- _Stored items_:

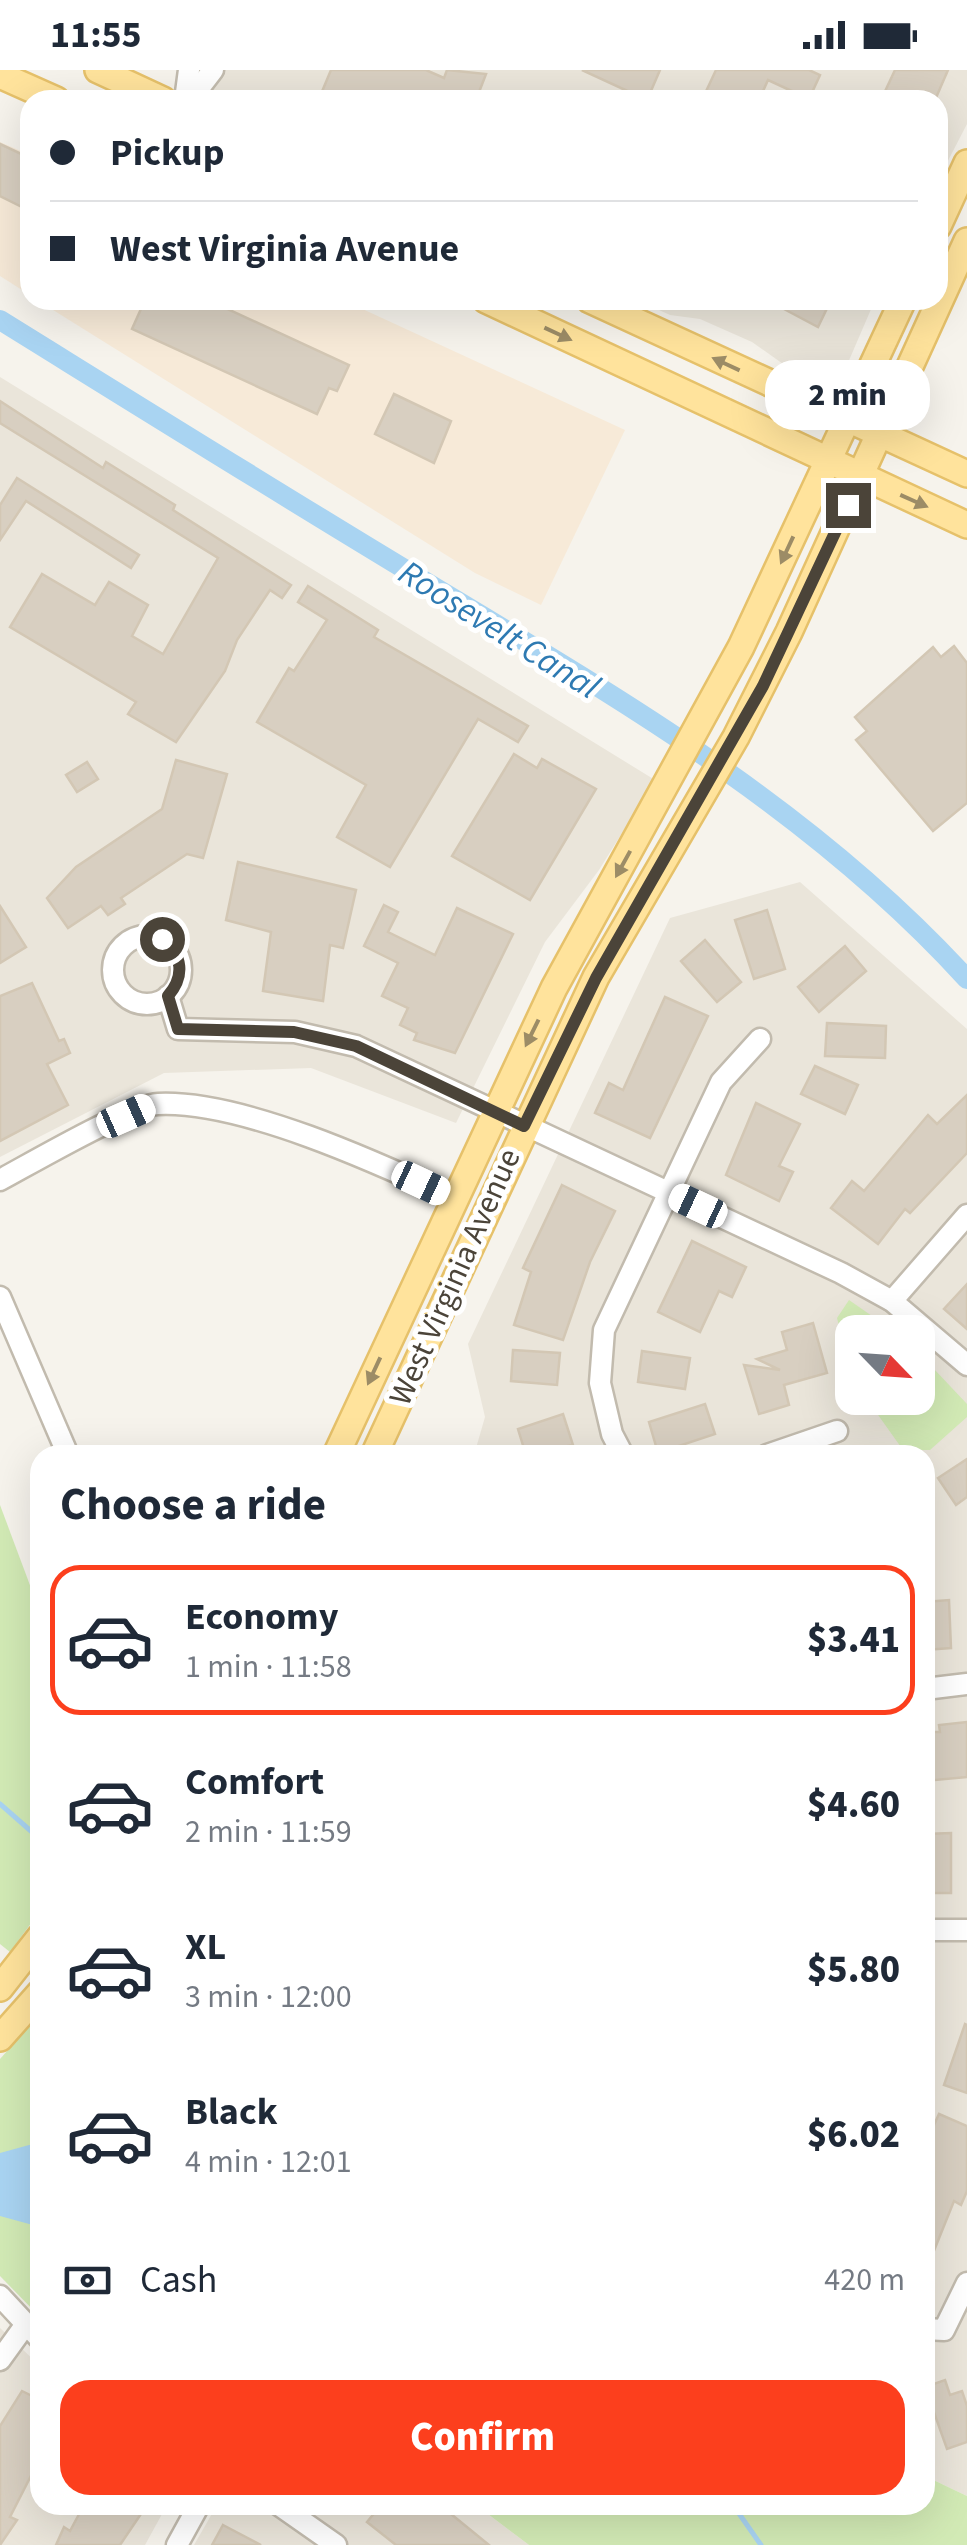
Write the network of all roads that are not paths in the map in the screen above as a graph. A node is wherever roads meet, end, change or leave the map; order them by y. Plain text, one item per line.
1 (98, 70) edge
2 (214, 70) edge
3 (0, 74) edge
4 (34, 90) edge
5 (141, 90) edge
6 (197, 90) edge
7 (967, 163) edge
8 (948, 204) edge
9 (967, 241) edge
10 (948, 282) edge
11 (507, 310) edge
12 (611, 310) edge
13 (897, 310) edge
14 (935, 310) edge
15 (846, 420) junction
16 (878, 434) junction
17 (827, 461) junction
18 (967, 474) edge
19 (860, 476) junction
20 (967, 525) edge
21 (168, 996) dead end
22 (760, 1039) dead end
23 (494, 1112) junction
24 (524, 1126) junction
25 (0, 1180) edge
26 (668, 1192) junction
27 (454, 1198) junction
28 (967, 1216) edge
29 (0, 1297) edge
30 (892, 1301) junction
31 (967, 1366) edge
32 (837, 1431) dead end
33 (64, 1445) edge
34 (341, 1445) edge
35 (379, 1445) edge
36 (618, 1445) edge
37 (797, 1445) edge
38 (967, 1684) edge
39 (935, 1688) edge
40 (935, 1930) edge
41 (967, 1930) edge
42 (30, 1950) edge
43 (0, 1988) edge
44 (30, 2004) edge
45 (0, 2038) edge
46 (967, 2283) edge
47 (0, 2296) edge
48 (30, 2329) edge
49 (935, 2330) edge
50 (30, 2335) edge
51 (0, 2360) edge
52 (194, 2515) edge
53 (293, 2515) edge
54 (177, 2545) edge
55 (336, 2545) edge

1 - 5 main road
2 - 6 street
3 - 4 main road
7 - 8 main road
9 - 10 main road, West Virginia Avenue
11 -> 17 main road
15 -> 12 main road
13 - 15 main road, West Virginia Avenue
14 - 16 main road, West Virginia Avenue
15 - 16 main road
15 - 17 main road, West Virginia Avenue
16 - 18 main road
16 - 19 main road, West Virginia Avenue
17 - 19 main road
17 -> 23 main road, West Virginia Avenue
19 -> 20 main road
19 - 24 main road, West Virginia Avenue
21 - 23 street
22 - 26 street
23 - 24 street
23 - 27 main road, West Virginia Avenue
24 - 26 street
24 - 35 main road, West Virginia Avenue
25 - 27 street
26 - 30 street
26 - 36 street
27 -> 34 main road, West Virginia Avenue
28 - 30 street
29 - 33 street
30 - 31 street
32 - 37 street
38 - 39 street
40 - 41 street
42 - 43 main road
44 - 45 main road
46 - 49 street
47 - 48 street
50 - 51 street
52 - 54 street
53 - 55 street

- _ABOUT THIS TASK_: Every record is to be restated word for word, with the pictures left out.

- _SOLUTION FOR THIS EXERCISE_:
Write the network of all roads that are not paths in the map in the screen above as a graph. A node is wherever roads meet, end, change or leave the map; order them by y. Plain text, one item per line.
1 (98, 70) edge
2 (214, 70) edge
3 (0, 74) edge
4 (34, 90) edge
5 (141, 90) edge
6 (197, 90) edge
7 (967, 163) edge
8 (948, 204) edge
9 (967, 241) edge
10 (948, 282) edge
11 (507, 310) edge
12 (611, 310) edge
13 (897, 310) edge
14 (935, 310) edge
15 (846, 420) junction
16 (878, 434) junction
17 (827, 461) junction
18 (967, 474) edge
19 (860, 476) junction
20 (967, 525) edge
21 (168, 996) dead end
22 (760, 1039) dead end
23 (494, 1112) junction
24 (524, 1126) junction
25 (0, 1180) edge
26 (668, 1192) junction
27 (454, 1198) junction
28 (967, 1216) edge
29 (0, 1297) edge
30 (892, 1301) junction
31 (967, 1366) edge
32 (837, 1431) dead end
33 (64, 1445) edge
34 (341, 1445) edge
35 (379, 1445) edge
36 (618, 1445) edge
37 (797, 1445) edge
38 (967, 1684) edge
39 (935, 1688) edge
40 (935, 1930) edge
41 (967, 1930) edge
42 (30, 1950) edge
43 (0, 1988) edge
44 (30, 2004) edge
45 (0, 2038) edge
46 (967, 2283) edge
47 (0, 2296) edge
48 (30, 2329) edge
49 (935, 2330) edge
50 (30, 2335) edge
51 (0, 2360) edge
52 (194, 2515) edge
53 (293, 2515) edge
54 (177, 2545) edge
55 (336, 2545) edge

1 - 5 main road
2 - 6 street
3 - 4 main road
7 - 8 main road
9 - 10 main road, West Virginia Avenue
11 -> 17 main road
15 -> 12 main road
13 - 15 main road, West Virginia Avenue
14 - 16 main road, West Virginia Avenue
15 - 16 main road
15 - 17 main road, West Virginia Avenue
16 - 18 main road
16 - 19 main road, West Virginia Avenue
17 - 19 main road
17 -> 23 main road, West Virginia Avenue
19 -> 20 main road
19 - 24 main road, West Virginia Avenue
21 - 23 street
22 - 26 street
23 - 24 street
23 - 27 main road, West Virginia Avenue
24 - 26 street
24 - 35 main road, West Virginia Avenue
25 - 27 street
26 - 30 street
26 - 36 street
27 -> 34 main road, West Virginia Avenue
28 - 30 street
29 - 33 street
30 - 31 street
32 - 37 street
38 - 39 street
40 - 41 street
42 - 43 main road
44 - 45 main road
46 - 49 street
47 - 48 street
50 - 51 street
52 - 54 street
53 - 55 street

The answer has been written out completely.